Die Ruhe ist freilich nicht von Dauer. Sobald wir heimgekehrt sind zu uns selbst - und damit auch zum geistigen Wesen, das uns mit der Ewigkeit verbindet—, rühren sich die Kräfte unseres Menschseins: Die Wahrnehmung lenkt die Aufmerksamkeit auf neue Ziele, die Erinnerung läßt versunkene Weiten auferstehen, auch die gewohnte Kleinteiligkeit des Lebens stellt sich ein. Und doch bleibt jener Augenblick nicht ohne Spuren. Etwas hat sich verändert. So vermehren sich unmerklich die Jahresringe unseres Lebens.

Das Gefühl, das in jener Sekunde aufbricht, hat schwere Erdschichten, ganze Versteinerungen der Gewohnheit durchstoßen müssen. Denn wir haben uns aus Angst vor der inneren Leere, auch aus Existenzangst, mit schweren Brocken der zivilisatorisch wohlgeformten, zweckdienlichen, hübsch angeordneten Materie umgeben, unseren Blick auf Dinge in Bewegung geheftet, an unser Trommelfell den Singsang einer sinnentleerten Monotonie herandringen lassen, unser Geruchsorgan an Auspuffgase und an die tausendfachen Ausdünstungen der technisierten Kloaken längst gewöhnt.

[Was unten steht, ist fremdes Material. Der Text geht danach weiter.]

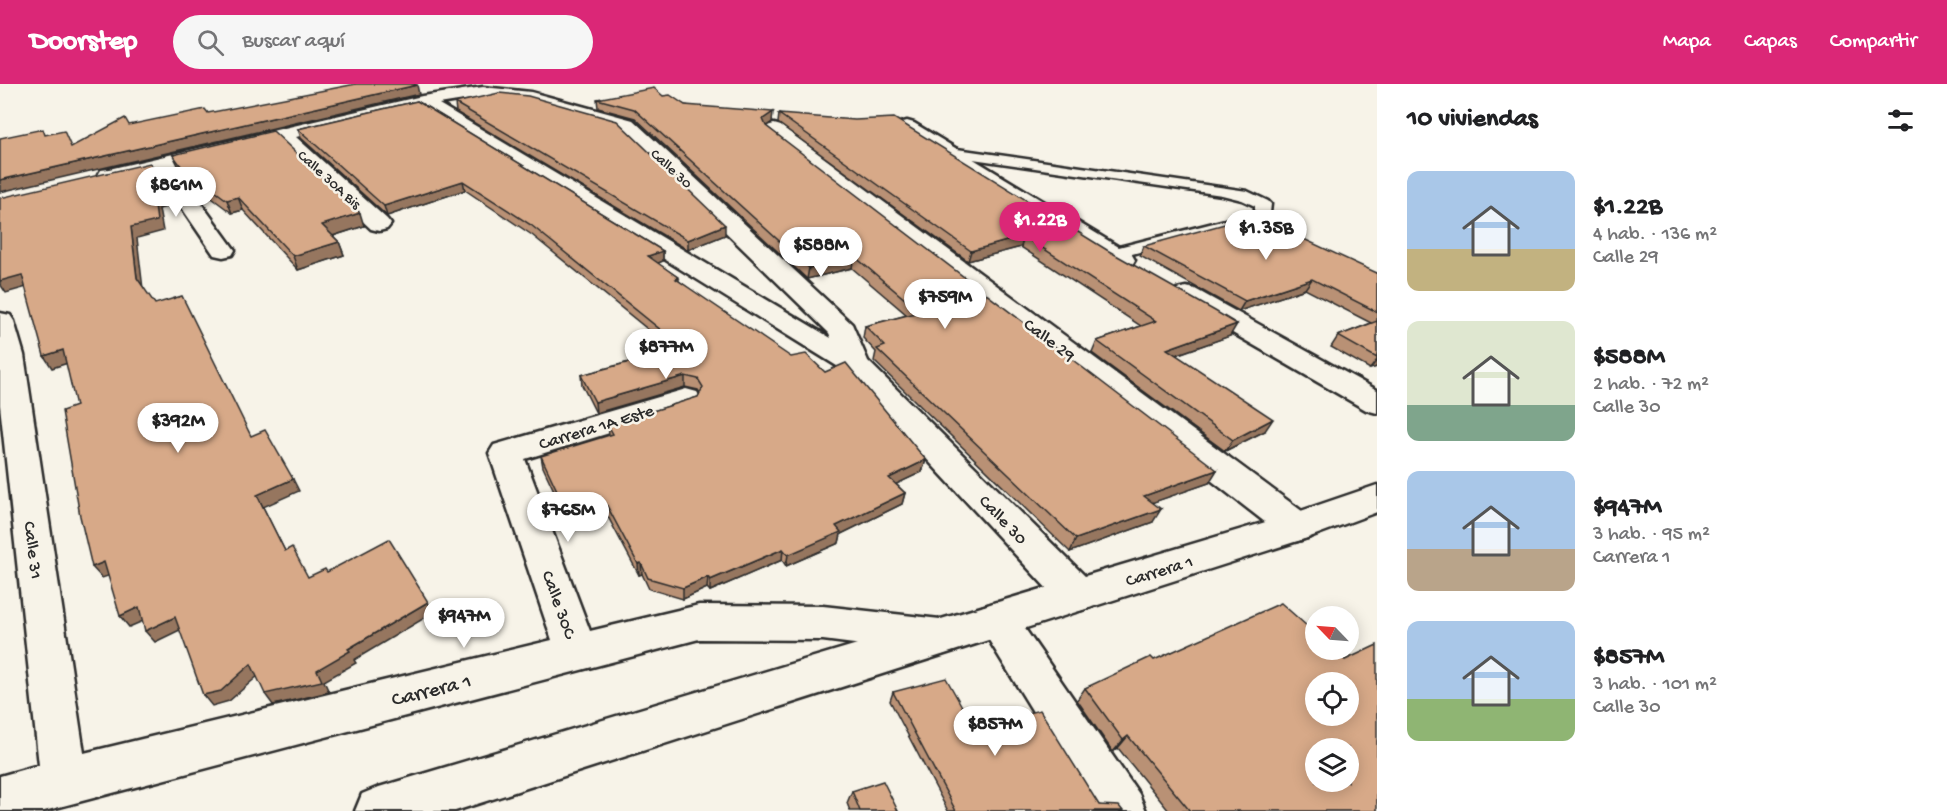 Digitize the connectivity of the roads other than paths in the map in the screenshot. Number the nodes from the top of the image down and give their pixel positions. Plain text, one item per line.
1 (422, 101) junction
2 (907, 127) edge
3 (774, 130) edge
4 (282, 134) junction
5 (950, 152) junction
6 (162, 163) junction
7 (92, 179) edge
8 (1251, 218) junction
9 (379, 224) dead end
10 (1272, 228) edge
11 (223, 250) dead end
12 (1113, 254) junction
13 (3, 344) edge
14 (855, 365) junction
15 (1373, 397) edge
16 (686, 399) edge
17 (506, 453) joint
18 (1377, 498) edge
19 (1297, 527) junction
20 (1078, 595) junction
21 (996, 619) junction
22 (940, 637) junction
23 (577, 652) junction
24 (64, 781) junction
25 (0, 800) edge
26 (379, 811) edge
27 (1122, 811) edge

1 - 4 street, Calle 30
1 - 14 street, Calle 30
1 - 14 street, Calle 30
2 - 5 street
3 - 19 street, Calle 29
4 - 6 street, Calle 30
4 - 9 street, Calle 30A Bis
5 - 8 lane
5 - 12 street
6 - 7 street, Calle 30
6 - 11 street
8 - 10 lane
8 - 12 lane
12 - 15 street
13 - 24 street, Calle 31
14 - 20 street, Calle 30
16 - 17 street, Carrera 1A Este
17 - 23 street, Calle 30C
18 - 19 street, Carrera 1
19 - 20 street, Carrera 1
20 - 21 street, Carrera 1
21 - 22 street, Carrera 1
21 - 27 street
22 - 23 street, Carrera 1
22 - 26 street, Carrera 1
23 - 24 street, Carrera 1
24 - 25 street, Carrera 1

Wir haben uns von der Schöpfung — und von der eigenen Natur — so weit entfernt, daß wir Wald und Wiese in den Mittelpunkt eines neuen Kultes stellen, unsere Seele der Wissenschaft und unser Schicksal der allgemeinen Wohlfahrt anvertrauen. Wir haben das Unermeßliche durch das Meßbare, den Gedankenaustausch durch den Austausch von Informationen, die Höhenflüge des Geistes durch Management ersetzt.

Ein solcher Absturz in die seelische Tiefe bei gleichzeitigen Hochleistungen materieller Könnerschaft ist der Menschheit nicht fremd. Auch frühere Epochen, zumal in Europa, haben sich redlich bemüht, sich vom Geist zu lösen; Nostalgien sind hier fehl am Platz.

Wir aber haben auf dem Gebiet des Materialismus eine bisher höchstens fiebrig ersehnte Perfektion erreicht und wundern uns nun, daß unsere riesenhaften, aus dünnem und schnell rostendem Blech geformten Gebilde bei der leisesten Berührung hohl klingen und daß wir - gewissenhaften Archäologen gleich — Schicht um Schicht abtragen müssen, um irgendwo unter all den Ablagerungen unserer famosen Zivilisation den eigentlichen Kern der Existenz und in ihm das kleine flak-kernde Lichtlein unseres flüchtigen und ewigen Daseins zu entdecken.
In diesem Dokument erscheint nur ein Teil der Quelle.